Autosomal recessive disorder; beta-galactosidase deficiency; neuronal storage of GM1 ganglioside and visceral storage of galactosyl oligosaccharides and keratan sulfate. Early psychomotor deterioration: decreased activity and lethargy in the first weeks; never sit; feeding problems - failure to thrive; visual failure (nystagmus noted) by 6 months; initial hypotonia; later spasticity with pyramidal signs; secondary microcephaly develops; decerebrate rigidity by 1 year and death by age 1–2 years (due to pneumonia and respiratory failure); some have hyperacusis. Macular cherry-red spots in 50% by 6–10 months; corneal opacities in some Facial dysmorphology: frontal bossing, wide nasal bridge, facial edema (puffy eyelids); peripheral edema, epicanthus, long upper lip, microretrognathia, gingival hypertrophy (thick alveolar ridges), macroglossia Hepatomegaly by 6 months and splenomegaly later; some have cardiac failure Skeletal deformities: flexion contractures noted by 3 months; early subperiosteal bone formation (may be present at birth); diaphyseal widening later; demineralization; thoracolumbar vertebral hypoplasia and beaking at age 3–6 months; kyphoscoliosis. Dysostosis multiplex (as in the mucopolysaccharidoses). 10-80% of peripheral lymphocytes are vacuolated; foamy histiocytes in bone marrow; visceral mucopolysaccharide storage similar to that in Hurler disease; GM1 storage in cerebral gray matter is 10 fold elevated (20-50-fold increased in viscera) Galactose-containing oligosacchariduria and moderate keratan sulfaturia Morquio disease Type B: Mutations with higher residual beta-galactosidase activity for the GM1 substrate than for keratan sulfate and other galactose-containing oligosaccharides have minimal neurologic involvement but severe dysostosis resembling Morquio disease type A (Mucopolysaccharidosis type 4).

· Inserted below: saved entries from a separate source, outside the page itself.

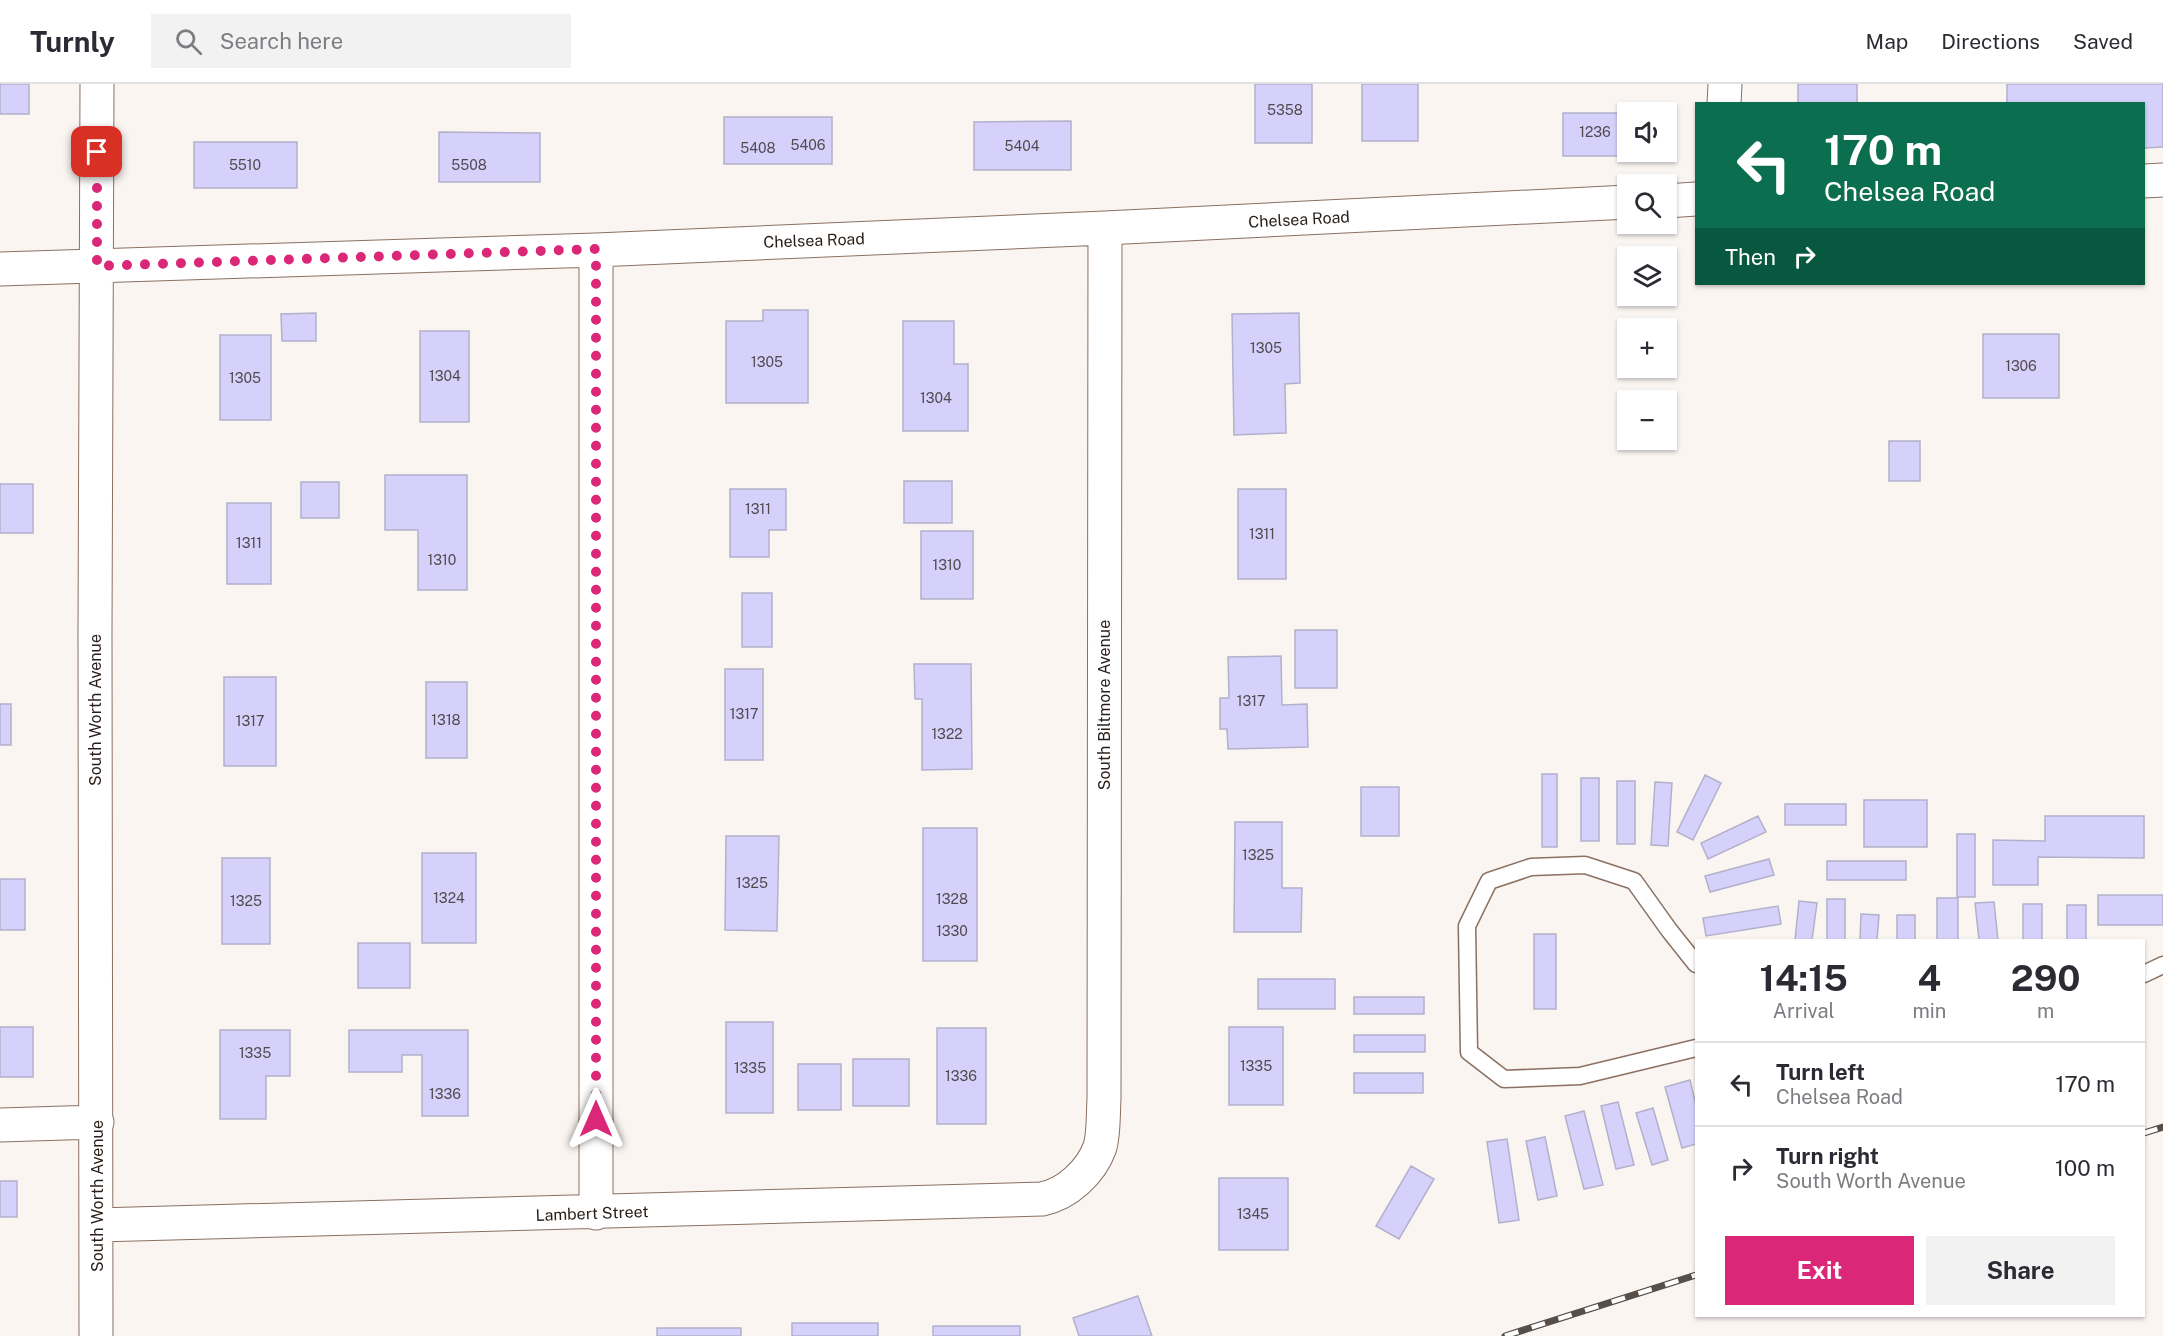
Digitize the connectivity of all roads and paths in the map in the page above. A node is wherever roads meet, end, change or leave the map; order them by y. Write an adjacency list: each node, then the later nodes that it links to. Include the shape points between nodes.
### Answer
1 (97, 84): 11 (street, South Worth Avenue)
2 (1725, 84): 3 (street)
3 (1724, 102)
4 (2163, 180): 5 (street)
5 (2145, 181)
6 (1695, 199): 7 (street)
7 (1677, 200)
8 (1617, 203): 9 (street, Chelsea Road)
9 (1105, 228): 10 (street, Chelsea Road); 19 (street, South Biltmore Avenue, via 1104,1099 1100,1146)
10 (596, 249): 11 (street, Chelsea Road); 20 (street)
11 (97, 266): 12 (street, Chelsea Road); 17 (street, South Worth Avenue)
12 (0, 270)
13 (1695, 963): 16 (lane, via 1634,882 1585,866 1531,867 1489,881 1467,926 1469,1052 1504,1079 1581,1076)
14 (2163, 965): 15 (lane)
15 (2145, 974)
16 (1695, 1048)
17 (97, 1122): 18 (street); 21 (street, South Worth Avenue)
18 (0, 1125)
19 (1080, 1177): 20 (street, Lambert Street, via 1067,1189 1042,1200)
20 (596, 1213): 21 (street, Lambert Street)
21 (97, 1225): 22 (street, South Worth Avenue)
22 (96, 1336)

Adapted from Lyon GL et al., Neurology of Hereditary Metabolic Diseases of Children, ed 2, 1996, p53-55

Late infantile GM1

Onset of late infantile GM1 is typically between ages 1 and 3 years.

Neurological symptoms include ataxia, seizures, dementia, and difficulties with speech.

Adult GM1

Onset of adult GM1 is between ages 3 and 30.

Symptoms include muscle atrophy, neurological complications that are less severe and progress at a slower rate than in other forms of the disorder, corneal clouding in some patients, and dystonia (sustained muscle contractions that cause twisting and repetitive movements or abnormal postures). Angiokeratomas may develop on the lower part of the trunk of the body. Most patients have a normal size liver and spleen.